» Requirement
Copy out every record below with complete accuracy.

(Collected data entries)
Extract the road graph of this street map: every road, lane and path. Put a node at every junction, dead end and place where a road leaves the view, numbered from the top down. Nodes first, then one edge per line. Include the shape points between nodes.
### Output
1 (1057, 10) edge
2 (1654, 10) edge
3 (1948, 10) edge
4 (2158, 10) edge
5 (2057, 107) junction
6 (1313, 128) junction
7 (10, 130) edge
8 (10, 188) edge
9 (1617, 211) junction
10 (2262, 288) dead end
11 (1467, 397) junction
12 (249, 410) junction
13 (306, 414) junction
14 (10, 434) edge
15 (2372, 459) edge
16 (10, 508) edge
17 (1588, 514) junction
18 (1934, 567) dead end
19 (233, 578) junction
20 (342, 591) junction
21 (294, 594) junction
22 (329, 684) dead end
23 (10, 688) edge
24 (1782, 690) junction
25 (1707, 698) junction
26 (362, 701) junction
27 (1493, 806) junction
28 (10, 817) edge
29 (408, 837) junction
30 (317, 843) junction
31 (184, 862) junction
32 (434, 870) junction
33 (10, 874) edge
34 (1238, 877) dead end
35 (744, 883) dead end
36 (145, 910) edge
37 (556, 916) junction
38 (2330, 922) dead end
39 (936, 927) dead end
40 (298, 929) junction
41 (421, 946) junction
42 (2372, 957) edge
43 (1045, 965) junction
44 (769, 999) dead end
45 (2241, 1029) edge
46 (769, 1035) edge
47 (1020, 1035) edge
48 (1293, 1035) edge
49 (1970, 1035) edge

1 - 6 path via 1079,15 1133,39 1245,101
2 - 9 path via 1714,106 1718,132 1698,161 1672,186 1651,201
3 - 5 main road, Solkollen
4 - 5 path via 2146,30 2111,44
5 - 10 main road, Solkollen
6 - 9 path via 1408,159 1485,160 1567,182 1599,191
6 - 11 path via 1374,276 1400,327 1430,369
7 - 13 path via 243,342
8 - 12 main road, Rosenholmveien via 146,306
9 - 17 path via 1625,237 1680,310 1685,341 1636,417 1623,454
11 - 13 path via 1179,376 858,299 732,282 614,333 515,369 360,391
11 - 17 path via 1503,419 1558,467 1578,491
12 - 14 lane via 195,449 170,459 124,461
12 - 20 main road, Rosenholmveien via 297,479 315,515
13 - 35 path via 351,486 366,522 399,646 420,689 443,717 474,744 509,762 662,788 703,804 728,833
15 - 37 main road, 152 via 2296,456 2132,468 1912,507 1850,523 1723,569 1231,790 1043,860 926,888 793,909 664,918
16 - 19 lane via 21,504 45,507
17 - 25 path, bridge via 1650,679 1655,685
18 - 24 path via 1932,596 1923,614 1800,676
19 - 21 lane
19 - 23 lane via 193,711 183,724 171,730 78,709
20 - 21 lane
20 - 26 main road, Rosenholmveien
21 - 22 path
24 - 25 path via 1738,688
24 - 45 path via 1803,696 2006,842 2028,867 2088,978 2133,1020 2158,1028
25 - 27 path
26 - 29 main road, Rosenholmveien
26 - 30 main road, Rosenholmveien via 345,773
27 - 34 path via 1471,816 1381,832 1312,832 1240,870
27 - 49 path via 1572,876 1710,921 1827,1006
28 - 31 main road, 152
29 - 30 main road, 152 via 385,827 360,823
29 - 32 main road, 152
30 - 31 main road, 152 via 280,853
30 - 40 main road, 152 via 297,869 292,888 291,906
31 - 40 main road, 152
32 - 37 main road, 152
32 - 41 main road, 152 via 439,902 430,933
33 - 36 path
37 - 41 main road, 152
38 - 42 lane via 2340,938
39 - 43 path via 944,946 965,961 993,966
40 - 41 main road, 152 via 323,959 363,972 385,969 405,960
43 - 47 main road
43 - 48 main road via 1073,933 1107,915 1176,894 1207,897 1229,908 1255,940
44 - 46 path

» Task solution
Extract the road graph of this street map: every road, lane and path. Put a node at every junction, dead end and place where a road leaves the view, numbered from the top down. Nodes first, then one edge per line. Include the shape points between nodes.
### Output
1 (1057, 10) edge
2 (1654, 10) edge
3 (1948, 10) edge
4 (2158, 10) edge
5 (2057, 107) junction
6 (1313, 128) junction
7 (10, 130) edge
8 (10, 188) edge
9 (1617, 211) junction
10 (2262, 288) dead end
11 (1467, 397) junction
12 (249, 410) junction
13 (306, 414) junction
14 (10, 434) edge
15 (2372, 459) edge
16 (10, 508) edge
17 (1588, 514) junction
18 (1934, 567) dead end
19 (233, 578) junction
20 (342, 591) junction
21 (294, 594) junction
22 (329, 684) dead end
23 (10, 688) edge
24 (1782, 690) junction
25 (1707, 698) junction
26 (362, 701) junction
27 (1493, 806) junction
28 (10, 817) edge
29 (408, 837) junction
30 (317, 843) junction
31 (184, 862) junction
32 (434, 870) junction
33 (10, 874) edge
34 (1238, 877) dead end
35 (744, 883) dead end
36 (145, 910) edge
37 (556, 916) junction
38 (2330, 922) dead end
39 (936, 927) dead end
40 (298, 929) junction
41 (421, 946) junction
42 (2372, 957) edge
43 (1045, 965) junction
44 (769, 999) dead end
45 (2241, 1029) edge
46 (769, 1035) edge
47 (1020, 1035) edge
48 (1293, 1035) edge
49 (1970, 1035) edge

1 - 6 path via 1079,15 1133,39 1245,101
2 - 9 path via 1714,106 1718,132 1698,161 1672,186 1651,201
3 - 5 main road, Solkollen
4 - 5 path via 2146,30 2111,44
5 - 10 main road, Solkollen
6 - 9 path via 1408,159 1485,160 1567,182 1599,191
6 - 11 path via 1374,276 1400,327 1430,369
7 - 13 path via 243,342
8 - 12 main road, Rosenholmveien via 146,306
9 - 17 path via 1625,237 1680,310 1685,341 1636,417 1623,454
11 - 13 path via 1179,376 858,299 732,282 614,333 515,369 360,391
11 - 17 path via 1503,419 1558,467 1578,491
12 - 14 lane via 195,449 170,459 124,461
12 - 20 main road, Rosenholmveien via 297,479 315,515
13 - 35 path via 351,486 366,522 399,646 420,689 443,717 474,744 509,762 662,788 703,804 728,833
15 - 37 main road, 152 via 2296,456 2132,468 1912,507 1850,523 1723,569 1231,790 1043,860 926,888 793,909 664,918
16 - 19 lane via 21,504 45,507
17 - 25 path, bridge via 1650,679 1655,685
18 - 24 path via 1932,596 1923,614 1800,676
19 - 21 lane
19 - 23 lane via 193,711 183,724 171,730 78,709
20 - 21 lane
20 - 26 main road, Rosenholmveien
21 - 22 path
24 - 25 path via 1738,688
24 - 45 path via 1803,696 2006,842 2028,867 2088,978 2133,1020 2158,1028
25 - 27 path
26 - 29 main road, Rosenholmveien
26 - 30 main road, Rosenholmveien via 345,773
27 - 34 path via 1471,816 1381,832 1312,832 1240,870
27 - 49 path via 1572,876 1710,921 1827,1006
28 - 31 main road, 152
29 - 30 main road, 152 via 385,827 360,823
29 - 32 main road, 152
30 - 31 main road, 152 via 280,853
30 - 40 main road, 152 via 297,869 292,888 291,906
31 - 40 main road, 152
32 - 37 main road, 152
32 - 41 main road, 152 via 439,902 430,933
33 - 36 path
37 - 41 main road, 152
38 - 42 lane via 2340,938
39 - 43 path via 944,946 965,961 993,966
40 - 41 main road, 152 via 323,959 363,972 385,969 405,960
43 - 47 main road
43 - 48 main road via 1073,933 1107,915 1176,894 1207,897 1229,908 1255,940
44 - 46 path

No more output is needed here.